Vivimos en un mundo de mierda, pero no en un mundo peor que el de nuestros mayores. Mi generación es de las que tuvieron suerte en la historia. Porque, pese a que somos la generación de la precariedad laboral disfrazada de libertad y oportunidades, la de las relaciones personales inestables y líquidas, la primera que -según dicen los agoreros del fin del mundo- vivirá peor que la de sus padres, somos parte de una sociedad menos violenta que la de nuestros mayores. (¿Menos violenta? Dios mío, es casi pornográfico decir eso. Ni siquiera yo me lo creo del todo. Supongo que esto debe ser la escritura contraintiuitiva).

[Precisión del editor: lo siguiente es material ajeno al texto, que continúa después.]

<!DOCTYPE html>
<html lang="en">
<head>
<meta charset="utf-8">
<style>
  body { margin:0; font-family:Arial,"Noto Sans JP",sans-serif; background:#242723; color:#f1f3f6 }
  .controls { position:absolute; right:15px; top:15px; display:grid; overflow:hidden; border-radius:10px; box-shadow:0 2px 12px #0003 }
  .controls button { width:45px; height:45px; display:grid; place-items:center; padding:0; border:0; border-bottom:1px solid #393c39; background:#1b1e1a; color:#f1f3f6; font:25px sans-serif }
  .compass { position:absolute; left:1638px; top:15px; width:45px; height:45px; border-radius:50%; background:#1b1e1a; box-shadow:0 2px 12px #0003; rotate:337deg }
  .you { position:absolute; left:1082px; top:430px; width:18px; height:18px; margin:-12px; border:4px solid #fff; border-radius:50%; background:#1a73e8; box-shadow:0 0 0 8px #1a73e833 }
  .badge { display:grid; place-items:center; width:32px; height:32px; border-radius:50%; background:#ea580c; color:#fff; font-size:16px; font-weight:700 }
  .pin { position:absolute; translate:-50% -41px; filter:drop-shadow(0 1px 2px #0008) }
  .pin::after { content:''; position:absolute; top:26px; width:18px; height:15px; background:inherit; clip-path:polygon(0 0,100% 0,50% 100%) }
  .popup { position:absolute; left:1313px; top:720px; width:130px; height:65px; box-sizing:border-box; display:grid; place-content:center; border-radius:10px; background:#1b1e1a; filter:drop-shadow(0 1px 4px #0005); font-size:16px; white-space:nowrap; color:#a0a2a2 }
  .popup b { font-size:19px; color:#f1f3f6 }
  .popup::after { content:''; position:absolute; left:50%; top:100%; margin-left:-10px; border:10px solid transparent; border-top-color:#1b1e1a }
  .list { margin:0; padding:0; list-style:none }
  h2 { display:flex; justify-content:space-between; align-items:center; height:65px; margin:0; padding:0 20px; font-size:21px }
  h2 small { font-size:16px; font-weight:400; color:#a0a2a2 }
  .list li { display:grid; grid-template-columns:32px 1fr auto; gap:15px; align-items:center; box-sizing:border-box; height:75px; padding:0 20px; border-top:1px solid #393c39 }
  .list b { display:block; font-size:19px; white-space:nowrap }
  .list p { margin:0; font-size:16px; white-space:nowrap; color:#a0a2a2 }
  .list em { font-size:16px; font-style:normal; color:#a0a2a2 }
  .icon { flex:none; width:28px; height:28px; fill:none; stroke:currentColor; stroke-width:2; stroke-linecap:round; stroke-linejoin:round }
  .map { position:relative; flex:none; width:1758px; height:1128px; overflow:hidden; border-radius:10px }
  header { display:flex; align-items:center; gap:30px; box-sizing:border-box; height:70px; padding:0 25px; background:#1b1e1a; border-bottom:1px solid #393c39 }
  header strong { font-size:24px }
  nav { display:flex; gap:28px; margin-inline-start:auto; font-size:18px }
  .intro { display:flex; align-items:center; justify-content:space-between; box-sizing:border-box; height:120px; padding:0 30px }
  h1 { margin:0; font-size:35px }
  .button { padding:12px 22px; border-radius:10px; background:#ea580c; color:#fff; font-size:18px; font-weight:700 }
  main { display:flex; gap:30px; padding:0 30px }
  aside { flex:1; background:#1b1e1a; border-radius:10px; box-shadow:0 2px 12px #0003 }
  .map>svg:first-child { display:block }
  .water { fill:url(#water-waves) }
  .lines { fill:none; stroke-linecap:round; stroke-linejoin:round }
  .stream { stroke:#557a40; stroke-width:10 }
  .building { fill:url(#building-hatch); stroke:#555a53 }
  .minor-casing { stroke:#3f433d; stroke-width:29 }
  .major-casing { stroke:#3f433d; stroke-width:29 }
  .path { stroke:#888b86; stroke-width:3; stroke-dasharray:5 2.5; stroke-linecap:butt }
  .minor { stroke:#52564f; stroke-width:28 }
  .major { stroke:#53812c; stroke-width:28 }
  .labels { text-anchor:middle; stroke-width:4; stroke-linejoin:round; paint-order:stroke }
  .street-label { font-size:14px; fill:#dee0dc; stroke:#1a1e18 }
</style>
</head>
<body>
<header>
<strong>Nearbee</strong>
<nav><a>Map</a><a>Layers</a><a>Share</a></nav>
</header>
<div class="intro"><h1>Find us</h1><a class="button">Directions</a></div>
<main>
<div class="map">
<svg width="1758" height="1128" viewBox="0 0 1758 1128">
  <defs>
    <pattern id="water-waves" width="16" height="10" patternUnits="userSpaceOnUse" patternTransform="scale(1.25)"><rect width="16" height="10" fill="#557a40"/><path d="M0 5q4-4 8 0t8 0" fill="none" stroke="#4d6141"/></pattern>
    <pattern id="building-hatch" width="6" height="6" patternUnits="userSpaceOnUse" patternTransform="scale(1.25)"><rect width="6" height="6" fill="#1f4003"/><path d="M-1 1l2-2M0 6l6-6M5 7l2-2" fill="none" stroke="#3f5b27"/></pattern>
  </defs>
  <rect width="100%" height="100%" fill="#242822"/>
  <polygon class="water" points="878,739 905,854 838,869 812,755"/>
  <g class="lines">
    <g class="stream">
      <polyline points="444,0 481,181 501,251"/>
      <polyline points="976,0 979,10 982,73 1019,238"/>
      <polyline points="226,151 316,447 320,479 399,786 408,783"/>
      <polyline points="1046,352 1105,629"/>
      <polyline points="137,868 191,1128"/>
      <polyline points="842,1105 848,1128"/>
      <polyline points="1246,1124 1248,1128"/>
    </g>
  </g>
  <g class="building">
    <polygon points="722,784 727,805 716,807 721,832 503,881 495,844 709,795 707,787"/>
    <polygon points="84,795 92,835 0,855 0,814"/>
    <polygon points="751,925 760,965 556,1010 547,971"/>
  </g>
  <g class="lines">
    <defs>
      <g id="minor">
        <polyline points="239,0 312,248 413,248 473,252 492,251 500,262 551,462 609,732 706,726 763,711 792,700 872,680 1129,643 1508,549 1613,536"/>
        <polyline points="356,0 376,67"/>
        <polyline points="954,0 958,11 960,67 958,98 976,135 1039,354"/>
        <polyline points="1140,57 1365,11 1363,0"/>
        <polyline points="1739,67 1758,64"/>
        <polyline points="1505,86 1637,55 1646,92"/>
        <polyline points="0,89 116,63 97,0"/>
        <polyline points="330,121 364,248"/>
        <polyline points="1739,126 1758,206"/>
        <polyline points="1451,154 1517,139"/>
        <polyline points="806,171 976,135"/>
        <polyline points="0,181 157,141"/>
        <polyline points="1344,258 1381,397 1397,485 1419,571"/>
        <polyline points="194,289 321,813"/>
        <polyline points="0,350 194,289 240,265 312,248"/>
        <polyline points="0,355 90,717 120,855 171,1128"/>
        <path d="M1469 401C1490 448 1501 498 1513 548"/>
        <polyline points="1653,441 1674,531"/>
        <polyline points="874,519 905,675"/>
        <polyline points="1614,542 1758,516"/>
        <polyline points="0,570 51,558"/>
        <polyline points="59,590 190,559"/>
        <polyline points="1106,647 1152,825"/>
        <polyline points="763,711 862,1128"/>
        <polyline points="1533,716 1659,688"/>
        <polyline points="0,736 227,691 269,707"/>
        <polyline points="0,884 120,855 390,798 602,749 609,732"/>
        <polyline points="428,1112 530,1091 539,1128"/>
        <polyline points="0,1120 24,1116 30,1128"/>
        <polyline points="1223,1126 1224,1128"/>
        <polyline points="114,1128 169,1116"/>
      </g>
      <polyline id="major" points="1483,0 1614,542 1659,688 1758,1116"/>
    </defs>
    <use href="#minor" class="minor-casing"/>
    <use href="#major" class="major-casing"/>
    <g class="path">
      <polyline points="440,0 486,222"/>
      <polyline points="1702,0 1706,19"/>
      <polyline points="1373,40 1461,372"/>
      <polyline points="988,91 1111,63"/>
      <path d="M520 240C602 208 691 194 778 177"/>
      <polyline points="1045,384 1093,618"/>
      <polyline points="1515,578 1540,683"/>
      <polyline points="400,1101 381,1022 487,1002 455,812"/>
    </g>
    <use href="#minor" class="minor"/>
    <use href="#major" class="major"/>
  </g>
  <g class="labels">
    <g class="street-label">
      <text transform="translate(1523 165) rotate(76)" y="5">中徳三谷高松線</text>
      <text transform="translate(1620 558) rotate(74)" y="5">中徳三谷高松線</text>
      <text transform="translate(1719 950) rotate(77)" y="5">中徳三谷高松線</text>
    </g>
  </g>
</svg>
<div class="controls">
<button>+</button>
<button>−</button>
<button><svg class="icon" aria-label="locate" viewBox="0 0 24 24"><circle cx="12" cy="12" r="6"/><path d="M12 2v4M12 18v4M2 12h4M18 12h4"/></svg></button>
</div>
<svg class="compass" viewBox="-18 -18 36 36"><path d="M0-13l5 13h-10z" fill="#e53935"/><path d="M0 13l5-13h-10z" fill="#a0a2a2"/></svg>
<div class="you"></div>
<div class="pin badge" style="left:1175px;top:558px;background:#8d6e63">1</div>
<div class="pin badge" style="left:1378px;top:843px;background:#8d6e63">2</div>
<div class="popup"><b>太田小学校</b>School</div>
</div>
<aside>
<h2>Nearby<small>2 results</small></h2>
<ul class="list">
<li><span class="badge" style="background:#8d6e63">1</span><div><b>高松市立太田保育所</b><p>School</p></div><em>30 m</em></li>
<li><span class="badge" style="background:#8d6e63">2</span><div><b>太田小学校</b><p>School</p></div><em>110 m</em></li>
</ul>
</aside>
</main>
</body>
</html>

Es que, más allá de todos los debes que existen en inseguridad pública, violencia de género y ainda mais, la vida de mi generación nunca ha estado en riesgo (como sí lo estuvo la de mis abuelos o la de mis padres). En general, hemos transitado por una suave pendiente de “no acontecimientos”, y si pensamos que tenemos más probabilidades de sufrir una muerte violenta que nuestros mayores, esto se debe a que tenemos mucha más información y conciencia sobre el carácter violento del mundo. Y si hoy tenemos categorías específicas para distiguir determinados tipos de violencia -como el feminicidio- es porque hemos afinado la mira y empezado a buscar en huecos de un tamaño impercetible para las generaciones que nos precedieron. Es verdad, está lleno de casos de personas asesinadas por dos pesos, pero eso no significa que el pasado fuera un lugar puro y cristalino, un remanso de tranquilidad y buenos valores al que deberíamos volver para remediarnos.

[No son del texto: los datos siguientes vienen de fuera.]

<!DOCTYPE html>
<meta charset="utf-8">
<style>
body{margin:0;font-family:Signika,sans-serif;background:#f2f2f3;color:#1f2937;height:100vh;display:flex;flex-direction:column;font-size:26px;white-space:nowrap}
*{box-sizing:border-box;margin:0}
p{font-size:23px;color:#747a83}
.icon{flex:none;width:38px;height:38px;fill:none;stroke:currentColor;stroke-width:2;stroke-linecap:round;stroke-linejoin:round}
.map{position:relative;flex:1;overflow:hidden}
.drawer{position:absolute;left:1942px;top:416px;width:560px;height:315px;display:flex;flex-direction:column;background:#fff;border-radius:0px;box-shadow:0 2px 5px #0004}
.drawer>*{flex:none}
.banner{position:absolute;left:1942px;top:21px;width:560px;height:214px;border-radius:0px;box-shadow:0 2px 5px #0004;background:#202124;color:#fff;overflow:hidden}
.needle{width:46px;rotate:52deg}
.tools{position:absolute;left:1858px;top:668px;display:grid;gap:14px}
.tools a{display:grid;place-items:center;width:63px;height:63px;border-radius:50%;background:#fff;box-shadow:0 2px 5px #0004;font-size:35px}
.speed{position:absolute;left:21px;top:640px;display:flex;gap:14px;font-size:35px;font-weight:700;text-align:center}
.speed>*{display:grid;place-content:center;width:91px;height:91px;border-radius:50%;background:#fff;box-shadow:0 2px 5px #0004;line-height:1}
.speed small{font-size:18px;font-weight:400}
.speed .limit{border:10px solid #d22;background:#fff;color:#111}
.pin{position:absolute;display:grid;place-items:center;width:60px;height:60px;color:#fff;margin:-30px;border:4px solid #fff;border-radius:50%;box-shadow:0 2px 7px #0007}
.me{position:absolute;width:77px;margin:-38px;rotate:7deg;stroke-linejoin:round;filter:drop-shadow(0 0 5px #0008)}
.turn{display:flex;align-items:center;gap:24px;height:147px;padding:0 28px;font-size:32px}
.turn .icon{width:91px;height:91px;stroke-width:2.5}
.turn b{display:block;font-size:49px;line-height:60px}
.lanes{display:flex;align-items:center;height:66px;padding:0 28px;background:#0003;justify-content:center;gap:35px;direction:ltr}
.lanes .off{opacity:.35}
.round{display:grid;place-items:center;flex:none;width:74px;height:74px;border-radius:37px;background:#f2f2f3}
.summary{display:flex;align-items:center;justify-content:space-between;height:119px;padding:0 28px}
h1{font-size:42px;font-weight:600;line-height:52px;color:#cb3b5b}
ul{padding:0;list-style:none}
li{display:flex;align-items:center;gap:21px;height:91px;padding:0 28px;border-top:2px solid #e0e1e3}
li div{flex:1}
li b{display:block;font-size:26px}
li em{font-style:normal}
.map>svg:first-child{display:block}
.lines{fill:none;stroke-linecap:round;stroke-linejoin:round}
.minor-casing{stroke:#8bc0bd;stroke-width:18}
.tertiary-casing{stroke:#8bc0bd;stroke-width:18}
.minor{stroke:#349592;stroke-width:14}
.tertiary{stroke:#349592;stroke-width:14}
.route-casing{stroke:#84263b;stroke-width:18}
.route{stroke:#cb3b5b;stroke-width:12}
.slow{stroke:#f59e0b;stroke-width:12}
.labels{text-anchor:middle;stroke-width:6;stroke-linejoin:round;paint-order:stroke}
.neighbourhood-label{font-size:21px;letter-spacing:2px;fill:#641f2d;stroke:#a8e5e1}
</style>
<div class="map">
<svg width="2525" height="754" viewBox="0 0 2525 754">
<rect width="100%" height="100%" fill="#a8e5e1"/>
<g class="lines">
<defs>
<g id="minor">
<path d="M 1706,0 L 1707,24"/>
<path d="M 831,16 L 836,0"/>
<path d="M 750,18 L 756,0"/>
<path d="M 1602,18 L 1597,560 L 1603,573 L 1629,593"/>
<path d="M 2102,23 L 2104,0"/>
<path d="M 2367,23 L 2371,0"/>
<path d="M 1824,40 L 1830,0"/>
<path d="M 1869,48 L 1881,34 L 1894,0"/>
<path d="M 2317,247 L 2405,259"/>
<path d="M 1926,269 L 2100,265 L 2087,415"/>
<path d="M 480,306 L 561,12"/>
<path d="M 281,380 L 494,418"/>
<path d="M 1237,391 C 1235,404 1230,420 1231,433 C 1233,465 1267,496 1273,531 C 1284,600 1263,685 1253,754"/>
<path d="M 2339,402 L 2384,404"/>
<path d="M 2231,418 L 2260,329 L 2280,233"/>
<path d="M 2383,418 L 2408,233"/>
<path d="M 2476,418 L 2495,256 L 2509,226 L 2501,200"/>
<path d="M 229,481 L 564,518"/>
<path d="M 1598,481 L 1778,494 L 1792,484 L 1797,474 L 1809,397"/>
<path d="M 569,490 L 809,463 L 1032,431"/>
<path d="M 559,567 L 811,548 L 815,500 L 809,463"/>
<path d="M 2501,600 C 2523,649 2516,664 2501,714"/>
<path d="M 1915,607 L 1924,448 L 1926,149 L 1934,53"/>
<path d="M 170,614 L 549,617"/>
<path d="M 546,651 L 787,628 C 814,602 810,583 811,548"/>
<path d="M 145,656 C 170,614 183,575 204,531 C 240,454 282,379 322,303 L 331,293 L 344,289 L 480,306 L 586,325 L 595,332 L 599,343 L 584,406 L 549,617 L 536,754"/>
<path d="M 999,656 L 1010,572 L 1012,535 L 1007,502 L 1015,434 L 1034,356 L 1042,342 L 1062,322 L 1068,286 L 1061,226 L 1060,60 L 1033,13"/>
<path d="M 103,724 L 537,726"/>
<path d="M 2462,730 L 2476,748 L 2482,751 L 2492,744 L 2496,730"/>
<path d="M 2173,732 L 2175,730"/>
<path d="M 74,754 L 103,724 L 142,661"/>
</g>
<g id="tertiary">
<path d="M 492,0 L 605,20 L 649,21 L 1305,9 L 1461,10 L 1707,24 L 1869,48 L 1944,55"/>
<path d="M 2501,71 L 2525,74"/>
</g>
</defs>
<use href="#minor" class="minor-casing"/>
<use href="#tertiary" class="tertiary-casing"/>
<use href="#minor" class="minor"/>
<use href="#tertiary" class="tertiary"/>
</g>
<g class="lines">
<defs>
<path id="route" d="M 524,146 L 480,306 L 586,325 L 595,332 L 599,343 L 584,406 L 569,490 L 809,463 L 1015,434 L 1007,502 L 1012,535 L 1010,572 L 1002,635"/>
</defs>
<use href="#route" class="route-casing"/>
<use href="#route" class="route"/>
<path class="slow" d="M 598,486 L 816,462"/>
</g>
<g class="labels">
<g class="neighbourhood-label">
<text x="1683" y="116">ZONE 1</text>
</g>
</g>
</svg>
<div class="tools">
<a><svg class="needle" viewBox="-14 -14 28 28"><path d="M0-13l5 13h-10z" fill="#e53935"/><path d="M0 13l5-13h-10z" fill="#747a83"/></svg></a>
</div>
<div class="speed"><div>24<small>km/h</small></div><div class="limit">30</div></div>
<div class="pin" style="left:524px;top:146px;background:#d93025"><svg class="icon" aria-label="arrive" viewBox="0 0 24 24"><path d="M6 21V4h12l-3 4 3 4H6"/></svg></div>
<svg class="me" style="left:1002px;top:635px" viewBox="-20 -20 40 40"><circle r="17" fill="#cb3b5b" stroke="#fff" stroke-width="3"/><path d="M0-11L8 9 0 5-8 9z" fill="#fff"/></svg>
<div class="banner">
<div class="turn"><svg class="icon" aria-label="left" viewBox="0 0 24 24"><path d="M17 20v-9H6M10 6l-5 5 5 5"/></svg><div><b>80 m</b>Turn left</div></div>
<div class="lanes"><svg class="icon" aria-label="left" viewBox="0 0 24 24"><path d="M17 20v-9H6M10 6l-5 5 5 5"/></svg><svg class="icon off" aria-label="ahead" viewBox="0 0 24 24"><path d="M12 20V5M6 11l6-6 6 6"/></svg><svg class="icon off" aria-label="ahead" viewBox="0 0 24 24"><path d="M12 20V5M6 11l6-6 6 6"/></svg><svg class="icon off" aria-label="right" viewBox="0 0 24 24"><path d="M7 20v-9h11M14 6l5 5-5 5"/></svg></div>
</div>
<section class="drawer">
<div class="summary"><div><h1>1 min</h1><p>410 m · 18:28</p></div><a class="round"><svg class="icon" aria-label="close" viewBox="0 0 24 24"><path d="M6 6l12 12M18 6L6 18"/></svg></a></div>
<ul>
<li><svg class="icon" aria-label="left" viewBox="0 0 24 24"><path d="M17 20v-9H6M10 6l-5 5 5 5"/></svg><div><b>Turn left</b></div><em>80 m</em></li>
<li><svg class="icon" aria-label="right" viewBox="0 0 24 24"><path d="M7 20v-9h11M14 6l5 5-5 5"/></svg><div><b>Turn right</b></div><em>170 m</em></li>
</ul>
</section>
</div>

Hace poco, una amiga, integrante de una de esas organizaciones políticas que un lego en la materia como yo imagina totalmente filtradas de agentes de inteligencia, me dijo que iba a dejar la militancia. ¿La razón? Estaba embarazada y consideraba que, a partir de ese momento, ya no tenía derecho a tomar ciertos riesgos sobre su cuerpo que antes había considerado naturales, porque ahora había un ser humano que dependía de ella. Yo le dije que exageraba, que estaba trasladando la experiencia de sus padres a un mundo completamente distinto, y que ahora la mano venía por otro lado. Pero me dijo que no fuera tonto, que los ciclos económicos terminan, que el Estado se retira y las clases medias se empobrecen y se violentan, que los proyectos políticos de centro se agotan y que las pujas distributivas nunca son en paz cuando la torta se achica.